Article mis en ligne le 29 septembre 2016
dernière modification le 23 septembre 2016

Dans ce livre de 2013, le romancier Yannick Haenel, à travers le désœuvrement volontaire de son protagoniste, traque les abjections de l’État policier français dans un Paris qui n’a plus rien de révolté. Jusqu’au moment où des sans-papiers maliens sonnent la rébellion populaire et font de nouveau exister la politique.

« La politique était morte, en même temps que la poésie. » Triste constat à l’issue irrémédiable, le chaos. Un chaos qui, pour Yannick Haenel, n’est pas une fatalité puisqu’il invite au soulèvement. Avec Les Renards pâles, l’écrivain français fait de la littérature un rempart où subsiste le politique. Où le poétique ne se fait que plus subversif.

Les Renards pâles, c’est l’histoire d’un désœuvrement : le personnage principal, Jean Deichel, est viré de son logement, il est chômeur et finit par brûler sa carte d’identité. C’est un « sans » — abri, emploi, papier. Ceux que notre société rejette à la marge, ceux qu’elle considère « comme des parasites ». La vie est alors rudimentaire : installé dans une voiture garée dans le 20e arrondissement parisien, Jean Deichel lit à la bibliothèque et s’allonge dans des parcs, « les dernières activités gratuites ».
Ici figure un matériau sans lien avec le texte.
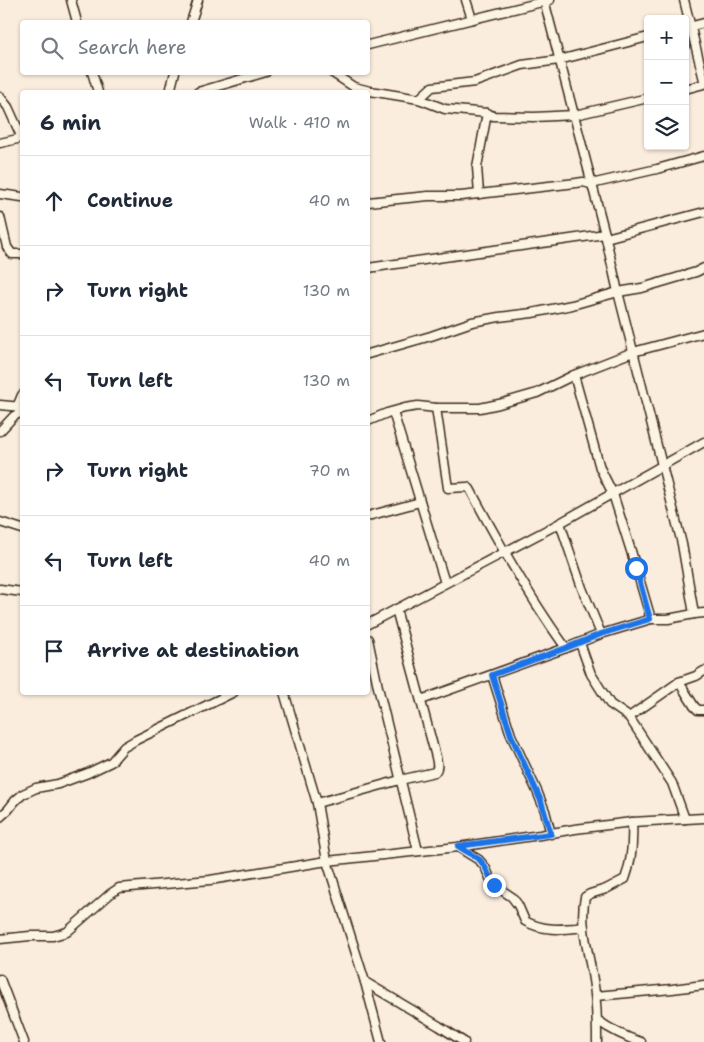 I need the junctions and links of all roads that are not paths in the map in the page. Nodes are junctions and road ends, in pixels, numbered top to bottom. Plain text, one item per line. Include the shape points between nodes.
1 (71, 0) edge
2 (198, 0) edge
3 (466, 0) edge
4 (546, 0) edge
5 (684, 0) edge
6 (686, 15) edge
7 (472, 19) junction
8 (76, 20) edge
9 (192, 20) edge
10 (704, 23) edge
11 (689, 27) edge
12 (689, 30) edge
13 (644, 38) edge
14 (370, 44) edge
15 (559, 60) junction
16 (93, 75) edge
17 (174, 75) edge
18 (256, 75) edge
19 (336, 75) edge
20 (704, 80) edge
21 (704, 84) edge
22 (689, 87) edge
23 (97, 90) edge
24 (170, 90) edge
25 (205, 90) edge
26 (366, 90) edge
27 (370, 91) edge
28 (0, 97) edge
29 (419, 99) junction
30 (644, 99) edge
31 (487, 113) junction
32 (574, 115) junction
33 (20, 134) edge
34 (20, 138) edge
35 (0, 143) edge
36 (704, 156) edge
37 (591, 184) junction
38 (0, 194) edge
39 (479, 194) junction
40 (20, 197) edge
41 (370, 202) edge
42 (704, 212) edge
43 (0, 217) edge
44 (605, 236) junction
45 (20, 254) edge
46 (370, 268) edge
47 (704, 268) edge
48 (618, 292) junction
49 (704, 333) edge
50 (633, 352) junction
51 (370, 353) edge
52 (574, 375) junction
53 (0, 405) edge
54 (436, 408) junction
55 (20, 409) edge
56 (20, 410) edge
57 (393, 412) junction
58 (370, 420) edge
59 (0, 431) edge
60 (704, 442) edge
61 (663, 464) junction
62 (613, 494) junction
63 (420, 502) junction
64 (370, 515) edge
65 (0, 522) edge
66 (560, 523) junction
67 (20, 528) edge
68 (504, 552) junction
69 (445, 583) junction
70 (0, 589) edge
71 (20, 592) edge
72 (396, 609) junction
73 (704, 613) edge
74 (694, 614) junction
75 (650, 619) junction
76 (370, 623) edge
77 (601, 634) junction
78 (580, 643) junction
79 (566, 648) junction
80 (370, 649) edge
81 (704, 671) edge
82 (492, 675) junction
83 (679, 682) junction
84 (228, 695) edge
85 (285, 695) edge
86 (421, 700) junction
87 (704, 710) edge
88 (629, 717) junction
89 (400, 780) junction
90 (317, 802) junction
91 (0, 817) edge
92 (685, 818) junction
93 (704, 818) edge
94 (632, 822) junction
95 (551, 834) junction
96 (458, 846) junction
97 (418, 851) junction
98 (327, 861) junction
99 (584, 927) junction
100 (0, 939) edge
101 (0, 980) edge
102 (365, 982) junction
103 (704, 984) edge
104 (596, 996) junction
105 (597, 1020) junction
106 (24, 1042) edge
107 (381, 1042) edge
108 (464, 1042) edge
109 (597, 1042) edge
110 (641, 1042) edge

1 - 8 street
2 - 9 street
3 - 7 street
4 - 7 street
4 - 15 street
5 - 6 street
7 - 14 street
10 - 11 street
12 - 20 street
13 - 15 street
15 - 29 street via 522,66 474,82 432,87
15 - 32 street
16 - 23 street
17 - 24 street
18 - 25 street
19 - 26 street via 354,87
21 - 22 street
27 - 29 street
28 - 33 street
29 - 31 street via 445,110
30 - 32 street
31 - 32 street via 534,117
31 - 39 street via 477,167
32 - 37 street
34 - 35 street
36 - 37 street
37 - 39 street via 576,182
37 - 44 street
38 - 40 street
39 - 41 street
42 - 44 street
43 - 45 street via 7,247 12,254
44 - 46 street
44 - 48 street
47 - 48 street via 642,288
48 - 50 street
48 - 51 street via 572,306 472,322
49 - 50 street
50 - 52 street
50 - 61 street
52 - 54 street via 538,392 499,404 480,408
52 - 62 street via 600,468
53 - 55 street
54 - 57 street via 418,406
54 - 68 street via 448,488 470,489
56 - 59 street
57 - 58 street
57 - 63 street
60 - 61 street
61 - 62 street
61 - 74 street
62 - 66 street
62 - 75 street
63 - 64 street
63 - 69 street
65 - 67 street
66 - 68 street
66 - 77 street
68 - 69 street
68 - 79 street
69 - 72 street
70 - 71 street
72 - 76 street
72 - 86 street
73 - 74 street
74 - 75 street
75 - 77 street
77 - 78 street
78 - 79 street
78 - 88 street via 591,674 610,704
79 - 82 street
80 - 89 street
81 - 83 street
82 - 86 street
82 - 95 street via 511,735 540,798
83 - 87 street via 694,706
83 - 88 street
84 - 91 street via 136,740 111,762 58,784 23,794
85 - 90 street
86 - 89 street via 438,767 435,772
88 - 92 street via 672,783
89 - 90 street
89 - 97 street
90 - 98 street
92 - 93 street
92 - 94 street
94 - 95 street
94 - 99 street via 633,842 625,879 585,897
95 - 96 street
96 - 97 street
96 - 99 street via 480,860 494,885 518,905 525,921 557,930
97 - 98 street
98 - 100 street via 210,880 119,888 67,932 53,936
98 - 102 street
99 - 104 street
101 - 106 street
102 - 107 street
102 - 108 street
103 - 104 street
104 - 105 street
105 - 109 street
105 - 110 street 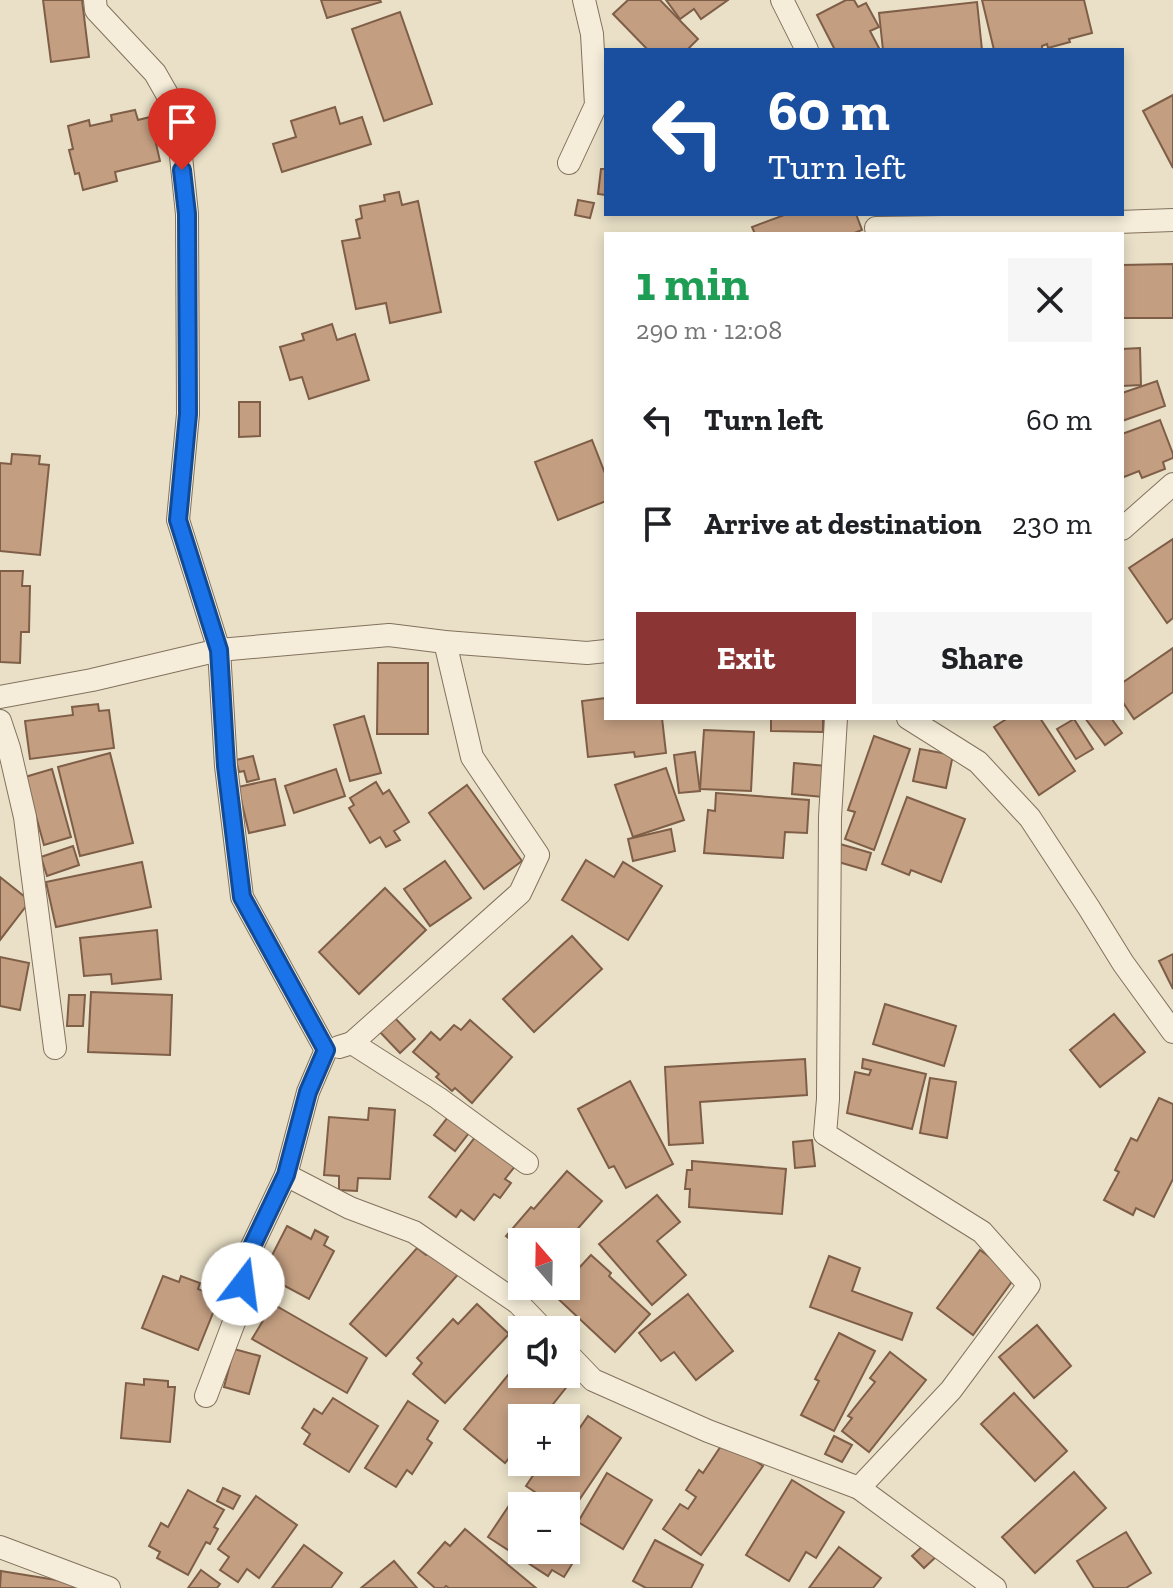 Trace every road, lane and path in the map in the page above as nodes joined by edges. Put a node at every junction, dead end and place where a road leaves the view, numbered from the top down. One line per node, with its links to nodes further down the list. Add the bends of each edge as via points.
1 (95, 0): 11 (street, via 96,10 155,73 167,94 180,147 187,214 188,414 178,520)
2 (584, 0): 5 (street, via 592,34 596,105)
3 (782, 0): 4 (street)
4 (806, 48)
5 (569, 163)
6 (1173, 220): 7 (street)
7 (875, 225)
8 (1173, 484): 9 (street)
9 (1124, 527)
10 (445, 642): 11 (street, via 389,635); 12 (street); 18 (street, via 472,757 538,855 520,893)
11 (219, 650): 13 (street); 20 (street, via 242,897)
12 (604, 651)
13 (0, 697)
14 (836, 720): 26 (street, via 825,1134 982,1232 1029,1285 951,1390)
15 (911, 720): 17 (street, via 978,762 1030,818)
16 (0, 721): 19 (street, via 25,817)
17 (1173, 1032)
18 (352, 1043): 20 (street); 21 (street)
19 (55, 1048)
20 (326, 1050): 22 (street, via 308,1092)
21 (527, 1163)
22 (286, 1175): 23 (street, via 350,1208 414,1232); 25 (street, via 246,1259 239,1309)
23 (531, 1316)
24 (580, 1367): 26 (street, via 593,1380 708,1431)
25 (206, 1396)
26 (859, 1488): 29 (street)
27 (0, 1547): 28 (street)
28 (109, 1588)
29 (995, 1588)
C’est un désœuvrement volontaire, ce choix a toute son importance. La renonciation vaut contestation, elle dit le refus d’un système et les failles de notre organisation collective : « On veut nous faire croire que le travail est la seule façon d’exister, alors qu’il ruine les existences qui s’y soumettent. Ceux qui s’imaginaient survivre grâce à un travail cherchent désormais comment survivre à celui-ci. »

« Quelque chose crissait, les rouages étaient usés, c’était mal réglé » (...)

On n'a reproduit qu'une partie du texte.